The work of transforming structures also requires field-level conditions that help protect and expand educational equity. While strong leadership – among students, communities, educators, and administrators – is a powerful force for change at the system- and institution-level, it must be supported by a field-level infrastructure that aligns resources, public support, and legislation with effective strategies for improving students’ experiences in school.
As mentioned in previous posts, the type of work that engages students, families, and communities and reflects a commitment to equity and continuous improvement often requires a significant investment of time and resources. Recognizing the time-intensive nature of transformative work, and grappling with how to measure progress toward equity-centered goals was a common theme at the event.
Chong-Hao Fu, CEO of Leading Educators, summarized, “improving school systems is the work of a generation.” Shawn Whalen, program director at the College Futures Foundation, pointed out the disconnect that this can cause between practice and philanthropy in the context of postsecondary education.
“This work is about redefining what it means to be a good faculty member, which by definition then redefines what it means to be a good college and then ultimately a good system,” Shawn said. “If we [as funders] fail to lean into this work because it’s hard to measure our impact immediately on a three-year timeframe, like we might want to for our board, we do so at the risk of making our work more around the margins and less of the center.”
Rather than expecting transformational change to happen on traditional philanthropic timelines, many speakers recommended using interim benchmarks to measure progress toward longer-term goals. They also discussed what should be measured and how data should be presented.
Taryn Ishida, executive director of Californians for Justice, described how student organizers advocated for a state-level accountability system in California that incorporated “multiple measures and more holistic measures that got at […] school culture, climate, and student experience.” For example, the students’ research identified caring relationships as key to their academic success, but punitive school cultures and a “belief gap” among educators who had low expectations for students hindered the development of those relationships.
To this end, California’s new accountability system uses suspensions as an indicator of school climate. It also provides transparent and disaggregated data on how different student groups are experiencing the system, which can help to fuel conversations about how to make structural shifts. Taryn reported “being able to connect the local and the state level data as a spark or as a motivator to really go deeper on the connection between race, belief gap, and why we need to hear from the most marginalized students.”

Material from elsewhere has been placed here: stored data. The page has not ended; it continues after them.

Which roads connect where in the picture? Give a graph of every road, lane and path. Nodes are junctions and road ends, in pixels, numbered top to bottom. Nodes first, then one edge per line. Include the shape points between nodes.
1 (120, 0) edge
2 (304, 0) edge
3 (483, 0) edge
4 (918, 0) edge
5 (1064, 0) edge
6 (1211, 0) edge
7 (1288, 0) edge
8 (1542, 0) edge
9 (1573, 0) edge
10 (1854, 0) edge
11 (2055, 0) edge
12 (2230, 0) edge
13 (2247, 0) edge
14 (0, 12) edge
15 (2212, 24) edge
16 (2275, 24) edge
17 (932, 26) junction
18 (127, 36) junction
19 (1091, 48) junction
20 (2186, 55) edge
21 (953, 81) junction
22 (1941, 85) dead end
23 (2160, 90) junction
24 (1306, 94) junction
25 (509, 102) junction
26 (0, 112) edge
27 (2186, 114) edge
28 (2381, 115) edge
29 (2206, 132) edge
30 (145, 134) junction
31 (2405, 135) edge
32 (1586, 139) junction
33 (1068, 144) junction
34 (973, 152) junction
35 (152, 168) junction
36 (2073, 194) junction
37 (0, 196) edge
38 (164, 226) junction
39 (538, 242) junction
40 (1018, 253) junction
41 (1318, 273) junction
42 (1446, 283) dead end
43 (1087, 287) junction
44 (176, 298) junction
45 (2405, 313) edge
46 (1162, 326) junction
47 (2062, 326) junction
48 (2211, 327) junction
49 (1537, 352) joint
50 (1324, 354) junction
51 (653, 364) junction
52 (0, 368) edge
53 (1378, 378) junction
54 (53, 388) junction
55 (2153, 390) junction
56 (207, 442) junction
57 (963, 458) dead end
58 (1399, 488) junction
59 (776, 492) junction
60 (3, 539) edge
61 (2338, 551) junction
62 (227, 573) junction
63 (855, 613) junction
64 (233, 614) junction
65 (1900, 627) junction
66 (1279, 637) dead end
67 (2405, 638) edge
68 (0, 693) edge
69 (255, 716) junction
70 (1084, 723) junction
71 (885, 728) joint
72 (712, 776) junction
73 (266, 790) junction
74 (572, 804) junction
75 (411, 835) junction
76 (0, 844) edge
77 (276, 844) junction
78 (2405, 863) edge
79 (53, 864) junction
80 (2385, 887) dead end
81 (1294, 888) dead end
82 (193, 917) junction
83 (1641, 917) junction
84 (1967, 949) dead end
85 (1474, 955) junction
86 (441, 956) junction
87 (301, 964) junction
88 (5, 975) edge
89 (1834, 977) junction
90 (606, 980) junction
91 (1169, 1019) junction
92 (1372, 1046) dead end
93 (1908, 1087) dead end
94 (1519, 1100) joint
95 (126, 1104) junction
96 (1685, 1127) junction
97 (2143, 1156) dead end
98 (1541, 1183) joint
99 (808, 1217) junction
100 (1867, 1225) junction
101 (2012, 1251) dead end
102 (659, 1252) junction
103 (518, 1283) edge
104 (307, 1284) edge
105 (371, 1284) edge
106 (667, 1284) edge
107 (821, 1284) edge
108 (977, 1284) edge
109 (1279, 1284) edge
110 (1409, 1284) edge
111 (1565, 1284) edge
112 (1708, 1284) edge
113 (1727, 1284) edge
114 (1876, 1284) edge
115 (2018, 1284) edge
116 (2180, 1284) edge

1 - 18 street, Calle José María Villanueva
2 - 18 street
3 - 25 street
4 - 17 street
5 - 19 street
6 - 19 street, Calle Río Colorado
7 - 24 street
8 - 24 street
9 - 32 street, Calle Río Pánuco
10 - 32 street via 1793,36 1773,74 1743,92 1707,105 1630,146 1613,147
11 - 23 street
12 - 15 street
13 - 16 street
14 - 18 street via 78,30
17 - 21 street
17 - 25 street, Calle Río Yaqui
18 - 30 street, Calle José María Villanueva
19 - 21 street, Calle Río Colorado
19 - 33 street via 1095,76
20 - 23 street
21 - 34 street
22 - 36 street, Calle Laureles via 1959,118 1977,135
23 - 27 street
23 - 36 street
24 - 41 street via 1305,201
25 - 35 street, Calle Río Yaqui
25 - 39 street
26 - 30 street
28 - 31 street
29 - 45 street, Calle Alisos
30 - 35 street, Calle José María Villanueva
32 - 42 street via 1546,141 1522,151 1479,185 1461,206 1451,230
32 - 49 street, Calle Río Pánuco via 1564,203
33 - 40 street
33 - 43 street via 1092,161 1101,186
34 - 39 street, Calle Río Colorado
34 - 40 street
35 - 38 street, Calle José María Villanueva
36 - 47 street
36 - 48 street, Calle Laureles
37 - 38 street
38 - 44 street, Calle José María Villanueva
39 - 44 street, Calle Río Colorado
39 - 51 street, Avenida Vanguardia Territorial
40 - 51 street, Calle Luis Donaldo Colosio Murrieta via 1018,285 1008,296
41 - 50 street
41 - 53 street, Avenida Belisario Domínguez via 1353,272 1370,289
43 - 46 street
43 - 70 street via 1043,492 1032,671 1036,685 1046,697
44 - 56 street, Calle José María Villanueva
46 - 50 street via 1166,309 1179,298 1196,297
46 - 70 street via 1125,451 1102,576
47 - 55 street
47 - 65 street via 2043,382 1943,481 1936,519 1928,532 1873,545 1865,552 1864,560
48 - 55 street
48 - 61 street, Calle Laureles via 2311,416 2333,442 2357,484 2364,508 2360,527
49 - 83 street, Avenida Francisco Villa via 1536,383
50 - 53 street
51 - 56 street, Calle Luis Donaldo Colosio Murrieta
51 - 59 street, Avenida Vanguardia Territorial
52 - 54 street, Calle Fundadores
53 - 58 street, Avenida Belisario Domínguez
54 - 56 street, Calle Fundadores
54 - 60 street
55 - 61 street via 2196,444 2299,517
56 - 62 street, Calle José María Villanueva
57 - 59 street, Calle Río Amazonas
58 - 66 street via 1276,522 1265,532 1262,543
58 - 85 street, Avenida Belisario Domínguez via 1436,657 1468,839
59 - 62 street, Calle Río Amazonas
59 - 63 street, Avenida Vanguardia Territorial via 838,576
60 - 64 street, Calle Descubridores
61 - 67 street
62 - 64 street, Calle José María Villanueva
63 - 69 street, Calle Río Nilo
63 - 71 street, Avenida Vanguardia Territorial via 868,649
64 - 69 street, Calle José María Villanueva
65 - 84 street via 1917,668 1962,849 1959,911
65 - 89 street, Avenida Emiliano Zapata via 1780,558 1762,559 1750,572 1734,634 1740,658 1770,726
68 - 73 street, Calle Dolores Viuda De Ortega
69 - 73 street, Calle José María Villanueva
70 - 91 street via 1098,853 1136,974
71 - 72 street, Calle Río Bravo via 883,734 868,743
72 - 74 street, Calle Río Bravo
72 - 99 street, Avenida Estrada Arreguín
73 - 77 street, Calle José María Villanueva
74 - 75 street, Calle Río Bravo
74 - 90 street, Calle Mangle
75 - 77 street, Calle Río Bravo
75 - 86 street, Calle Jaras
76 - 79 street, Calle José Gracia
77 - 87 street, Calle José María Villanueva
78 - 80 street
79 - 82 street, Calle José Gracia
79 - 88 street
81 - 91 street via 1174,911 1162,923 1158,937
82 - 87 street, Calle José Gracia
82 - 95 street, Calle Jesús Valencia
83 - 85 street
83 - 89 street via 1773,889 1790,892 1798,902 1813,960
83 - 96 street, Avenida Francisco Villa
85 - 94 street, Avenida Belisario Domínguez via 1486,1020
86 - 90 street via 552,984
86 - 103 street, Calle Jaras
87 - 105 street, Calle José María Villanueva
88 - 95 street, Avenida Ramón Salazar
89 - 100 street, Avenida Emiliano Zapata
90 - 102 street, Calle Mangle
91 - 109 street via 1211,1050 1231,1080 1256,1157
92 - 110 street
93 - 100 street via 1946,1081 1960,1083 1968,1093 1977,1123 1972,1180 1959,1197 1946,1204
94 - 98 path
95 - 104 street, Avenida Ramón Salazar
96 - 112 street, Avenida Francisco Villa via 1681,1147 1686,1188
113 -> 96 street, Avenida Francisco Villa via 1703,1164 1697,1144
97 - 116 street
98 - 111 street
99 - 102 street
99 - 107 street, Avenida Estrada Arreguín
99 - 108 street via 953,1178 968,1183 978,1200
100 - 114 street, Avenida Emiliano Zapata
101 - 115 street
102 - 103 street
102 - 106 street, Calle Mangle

Sonja Santelises, CEO of Baltimore City Public Schools, echoed the call for new strategies for measuring progress. She also cautioned against “back[ing] out of the academic data.”
While acknowledging that students are always learning new skills and gaining new knowledge that may not be directly reflected in their grades and test scores, she noted, “what is also true is you can learn a whole bunch of other stuff and still not have the level of competency and proficiency in certain areas that allows you to be successful. So I think the push needs to be not on giving up one or the other, but on looking at far more creative ways to measure.”

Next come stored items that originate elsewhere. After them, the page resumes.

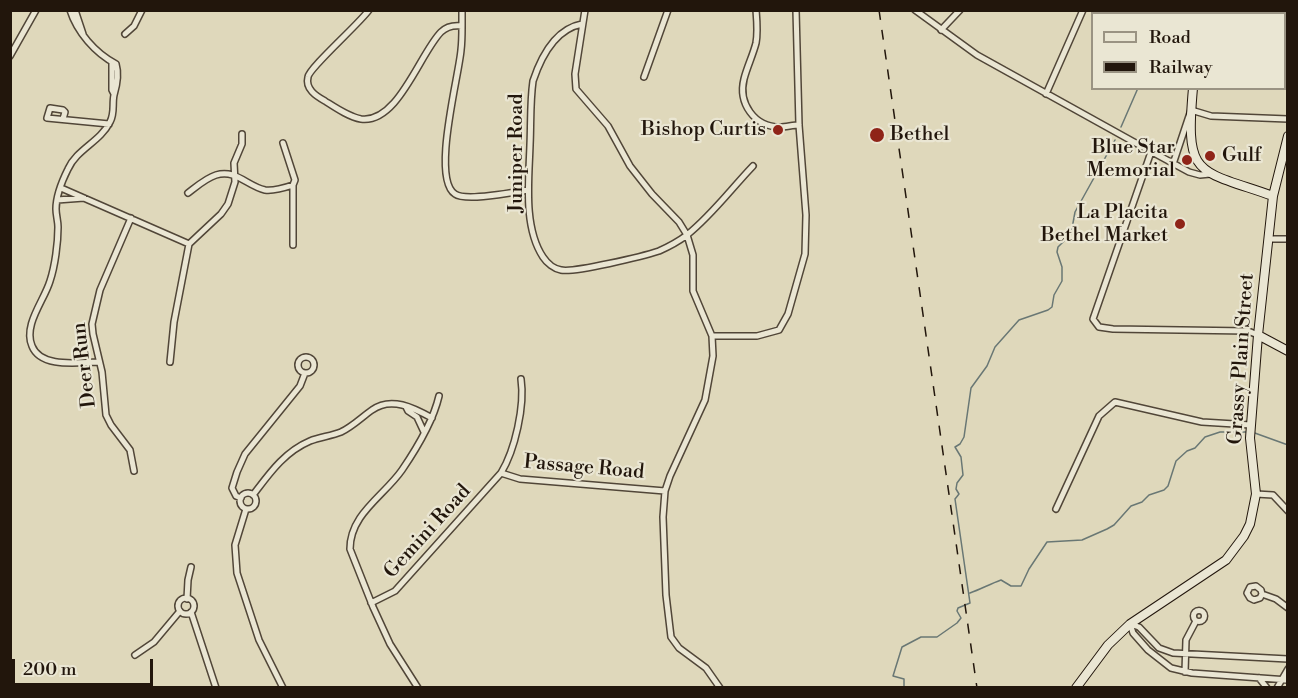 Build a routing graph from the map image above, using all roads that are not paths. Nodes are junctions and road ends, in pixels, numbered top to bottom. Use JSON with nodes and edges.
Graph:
{"nodes":[{"id":1,"x":36,"y":10,"type":"edge"},
{"id":2,"x":70,"y":10,"type":"edge"},
{"id":3,"x":75,"y":10,"type":"edge"},
{"id":4,"x":142,"y":10,"type":"edge"},
{"id":5,"x":369,"y":10,"type":"edge"},
{"id":6,"x":462,"y":10,"type":"edge"},
{"id":7,"x":585,"y":10,"type":"edge"},
{"id":8,"x":668,"y":10,"type":"edge"},
{"id":9,"x":756,"y":10,"type":"edge"},
{"id":10,"x":796,"y":10,"type":"edge"},
{"id":11,"x":915,"y":10,"type":"edge"},
{"id":12,"x":960,"y":10,"type":"edge"},
{"id":13,"x":1083,"y":10,"type":"edge"},
{"id":14,"x":582,"y":24,"type":"junction"},
{"id":15,"x":462,"y":26,"type":"junction"},
{"id":16,"x":941,"y":30,"type":"junction"},
{"id":17,"x":125,"y":34,"type":"dead end"},
{"id":18,"x":84,"y":36,"type":"junction"},
{"id":19,"x":10,"y":56,"type":"edge"},
{"id":20,"x":644,"y":77,"type":"dead end"},
{"id":21,"x":1193,"y":90,"type":"edge"},
{"id":22,"x":1046,"y":94,"type":"junction"},
{"id":23,"x":1191,"y":110,"type":"junction"},
{"id":24,"x":63,"y":119,"type":"dead end"},
{"id":25,"x":1287,"y":119,"type":"edge"},
{"id":26,"x":109,"y":124,"type":"junction"},
{"id":27,"x":799,"y":125,"type":"junction"},
{"id":28,"x":242,"y":134,"type":"dead end"},
{"id":29,"x":1287,"y":136,"type":"edge"},
{"id":30,"x":283,"y":143,"type":"dead end"},
{"id":31,"x":1151,"y":152,"type":"junction"},
{"id":32,"x":1173,"y":164,"type":"junction"},
{"id":33,"x":753,"y":166,"type":"dead end"},
{"id":34,"x":1210,"y":174,"type":"junction"},
{"id":35,"x":235,"y":175,"type":"junction"},
{"id":36,"x":293,"y":185,"type":"junction"},
{"id":37,"x":61,"y":188,"type":"junction"},
{"id":38,"x":528,"y":190,"type":"junction"},
{"id":39,"x":188,"y":193,"type":"dead end"},
{"id":40,"x":1274,"y":196,"type":"junction"},
{"id":41,"x":85,"y":198,"type":"junction"},
{"id":42,"x":57,"y":200,"type":"junction"},
{"id":43,"x":131,"y":218,"type":"junction"},
{"id":44,"x":687,"y":235,"type":"junction"},
{"id":45,"x":1269,"y":238,"type":"junction"},
{"id":46,"x":1287,"y":239,"type":"edge"},
{"id":47,"x":189,"y":244,"type":"junction"},
{"id":48,"x":293,"y":245,"type":"dead end"},
{"id":49,"x":1258,"y":335,"type":"junction"},
{"id":50,"x":711,"y":336,"type":"junction"},
{"id":51,"x":1287,"y":351,"type":"edge"},
{"id":52,"x":99,"y":362,"type":"junction"},
{"id":53,"x":170,"y":362,"type":"dead end"},
{"id":54,"x":306,"y":373,"type":"dead end"},
{"id":55,"x":521,"y":379,"type":"dead end"},
{"id":56,"x":439,"y":396,"type":"dead end"},
{"id":57,"x":406,"y":407,"type":"junction"},
{"id":58,"x":432,"y":418,"type":"junction"},
{"id":59,"x":1250,"y":430,"type":"junction"},
{"id":60,"x":424,"y":432,"type":"junction"},
{"id":61,"x":134,"y":471,"type":"dead end"},
{"id":62,"x":501,"y":473,"type":"junction"},
{"id":63,"x":665,"y":491,"type":"junction"},
{"id":64,"x":1256,"y":494,"type":"junction"},
{"id":65,"x":253,"y":495,"type":"junction"},
{"id":66,"x":241,"y":498,"type":"junction"},
{"id":67,"x":246,"y":509,"type":"junction"},
{"id":68,"x":1056,"y":509,"type":"dead end"},
{"id":69,"x":1287,"y":511,"type":"edge"},
{"id":70,"x":191,"y":567,"type":"dead end"},
{"id":71,"x":1262,"y":594,"type":"dead end"},
{"id":72,"x":187,"y":599,"type":"junction"},
{"id":73,"x":371,"y":603,"type":"junction"},
{"id":74,"x":1287,"y":608,"type":"edge"},
{"id":75,"x":180,"y":612,"type":"junction"},
{"id":76,"x":191,"y":612,"type":"junction"},
{"id":77,"x":1196,"y":621,"type":"dead end"},
{"id":78,"x":1130,"y":624,"type":"junction"},
{"id":79,"x":1185,"y":654,"type":"junction"},
{"id":80,"x":135,"y":655,"type":"dead end"},
{"id":81,"x":1287,"y":659,"type":"edge"},
{"id":82,"x":1287,"y":669,"type":"edge"},
{"id":83,"x":1185,"y":672,"type":"junction"},
{"id":84,"x":1259,"y":678,"type":"junction"},
{"id":85,"x":1284,"y":680,"type":"edge"},
{"id":86,"x":216,"y":687,"type":"edge"},
{"id":87,"x":283,"y":687,"type":"edge"},
{"id":88,"x":418,"y":687,"type":"edge"},
{"id":89,"x":720,"y":687,"type":"edge"},
{"id":90,"x":1076,"y":687,"type":"edge"},
{"id":91,"x":1267,"y":687,"type":"edge"},
{"id":92,"x":1277,"y":687,"type":"edge"}],
"edges":[{"from":1,"to":19,"type":"street"},
{"from":2,"to":18,"type":"street"},
{"from":3,"to":18,"type":"street"},
{"from":4,"to":17,"type":"street"},
{"from":5,"to":15,"type":"street"},
{"from":6,"to":15,"type":"street"},
{"from":7,"to":14,"type":"street"},
{"from":8,"to":20,"type":"street"},
{"from":9,"to":27,"type":"street"},
{"from":10,"to":27,"type":"street"},
{"from":11,"to":16,"type":"street"},
{"from":12,"to":16,"type":"street"},
{"from":13,"to":22,"type":"street"},
{"from":14,"to":38,"type":"street","name":"Juniper Road"},
{"from":14,"to":44,"type":"street"},
{"from":15,"to":38,"type":"street"},
{"from":16,"to":22,"type":"street"},
{"from":18,"to":26,"type":"street"},
{"from":21,"to":23,"type":"main road"},
{"from":22,"to":31,"type":"street"},
{"from":23,"to":25,"type":"street"},
{"from":23,"to":32,"type":"street"},
{"from":23,"to":34,"type":"main road"},
{"from":24,"to":26,"type":"street"},
{"from":26,"to":37,"type":"street"},
{"from":27,"to":50,"type":"street"},
{"from":28,"to":35,"type":"street"},
{"from":29,"to":40,"type":"main road","name":"Grassy Plain Street"},
{"from":30,"to":36,"type":"street"},
{"from":31,"to":32,"type":"street"},
{"from":31,"to":49,"type":"street"},
{"from":32,"to":34,"type":"street"},
{"from":33,"to":44,"type":"street"},
{"from":34,"to":40,"type":"main road"},
{"from":35,"to":36,"type":"street"},
{"from":35,"to":39,"type":"street"},
{"from":35,"to":47,"type":"street"},
{"from":36,"to":48,"type":"street"},
{"from":37,"to":41,"type":"street"},
{"from":37,"to":42,"type":"street"},
{"from":38,"to":44,"type":"street","name":"Juniper Road"},
{"from":40,"to":45,"type":"main road","name":"Grassy Plain Street"},
{"from":41,"to":42,"type":"street"},
{"from":41,"to":43,"type":"street"},
{"from":42,"to":52,"type":"street"},
{"from":43,"to":47,"type":"street"},
{"from":43,"to":52,"type":"street","name":"Deer Run"},
{"from":44,"to":50,"type":"street"},
{"from":45,"to":46,"type":"street"},
{"from":45,"to":49,"type":"main road","name":"Grassy Plain Street"},
{"from":47,"to":53,"type":"street"},
{"from":49,"to":51,"type":"main road"},
{"from":49,"to":59,"type":"main road","name":"Grassy Plain Street"},
{"from":50,"to":63,"type":"street"},
{"from":52,"to":61,"type":"street","name":"Deer Run"},
{"from":54,"to":66,"type":"street"},
{"from":55,"to":62,"type":"street","name":"Gemini Road"},
{"from":56,"to":58,"type":"street"},
{"from":57,"to":58,"type":"street"},
{"from":57,"to":60,"type":"street"},
{"from":57,"to":65,"type":"street"},
{"from":58,"to":60,"type":"street"},
{"from":59,"to":64,"type":"main road","name":"Grassy Plain Street"},
{"from":59,"to":68,"type":"street"},
{"from":60,"to":73,"type":"street"},
{"from":62,"to":63,"type":"street","name":"Passage Road"},
{"from":62,"to":73,"type":"street","name":"Gemini Road"},
{"from":63,"to":89,"type":"street"},
{"from":64,"to":69,"type":"street"},
{"from":64,"to":78,"type":"main road","name":"Grassy Plain Street"},
{"from":65,"to":66,"type":"street"},
{"from":65,"to":67,"type":"street"},
{"from":66,"to":67,"type":"street"},
{"from":67,"to":87,"type":"street"},
{"from":70,"to":72,"type":"street"},
{"from":71,"to":74,"type":"street"},
{"from":72,"to":75,"type":"street"},
{"from":72,"to":76,"type":"street"},
{"from":73,"to":88,"type":"street"},
{"from":75,"to":76,"type":"street"},
{"from":75,"to":80,"type":"street"},
{"from":76,"to":86,"type":"street"},
{"from":77,"to":79,"type":"street"},
{"from":78,"to":79,"type":"street"},
{"from":78,"to":83,"type":"street"},
{"from":78,"to":90,"type":"main road","name":"Grassy Plain Street"},
{"from":79,"to":81,"type":"street"},
{"from":79,"to":83,"type":"street"},
{"from":82,"to":85,"type":"street"},
{"from":83,"to":84,"type":"street"},
{"from":84,"to":85,"type":"street"},
{"from":84,"to":91,"type":"street"},
{"from":85,"to":92,"type":"street"}]}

Finally, Jonathan Collins, professor at Brown University, pointed out that progress is not always linear. His research on participatory budgeting showed that as parents and students learned more about school and district budgeting processes, their dissatisfaction with the system initially increased.
“The dissatisfaction is just a point in the parabola,” Jonathan explained. “Eventually, you’ll get to a point where you actually get higher levels of satisfaction when you can establish conditions for collaboration. […] When it comes to community-based scholarship and this work in practice, this is not a short-term investment or commitment. This is a long-term commitment, and we need to understand these as long iterative processes.”
“When we’re talking about trying to make systemic or system changes, it’s going to take a lot of different voices, a lot of different tactics.”
Along with funding and accountability structures, messaging, community organizing, legal work, and research are among the enabling conditions at the field level that help facilitate the structural shifts in practice and policy that drive more equitable student experiences of school. Messaging and organizing can cultivate a base of political support for equity-centered shifts, while legal work can protect equity-centered policies and the educators and administrators who are carrying them out.
Coordination within these spheres can also amplify the impact of local efforts. Jennifer Warner, executive of organizing and campaigns at Learn from History, explained: “When we’re talking about trying to make systemic or system changes, it’s going to take a lot of different voices, a lot of different tactics.”
When institutions and organizations are working in organized coalitions and have aligned messaging strategies, they can advance together toward a shared, long-term goal from the various positions they occupy in the field.
David Hinojosa, director of the Educational Opportunities Project at the Lawyers’ Committee for Civil Rights Under Law, described the importance of strategic legal cases related to educational equity. Local cases can set legal precedents at the state and federal levels and can also reinforce advocacy, organizing, and communications strategies.
“[High-profile] cases aren’t just about what happens in the court,” he said, “but also what happens in the court of public opinion, and that can help influence what happens in the community.”
Across these realms, research evidence is critical, both to help the field understand the changes that contribute to student success and to make the case with key stakeholders.
Ashley Burns Nascimento, principal at RALLY, said that communicators can “use academic research to paint the pictures about what young people need and what the system is supposed to actually do and provide, pointing folks to the aspiration.”
Jennifer built on this point from her perspective as an organizer. “[Research] gives language to what people feel,” she said. “Academic research can actually change minds for elected officials and those who are very data-driven, but also give language and validation to experiences [in which people] often think, ‘It’s just me, and that’s why I’m not going to speak up because it’s just my experience.’ But no, this is the system that is having this impact. I think just gives a lot of confidence and empowers people to speak up and step forward.”
The speakers also acknowledged that absorbing and communicating about research can be difficult. “In the field of advocacy and policy,” David said, “I think it’s incredibly important to have academics front and center to be able to talk about these issues, but in ways that legislators can understand.”
Like the other enabling conditions outlined above, investing in scholars and scholarship that are setting a high standard of sophistication in practically relevant, equity-centered, interdisciplinary research can help the education sector generate near- and long-term responses to challenges and opportunities.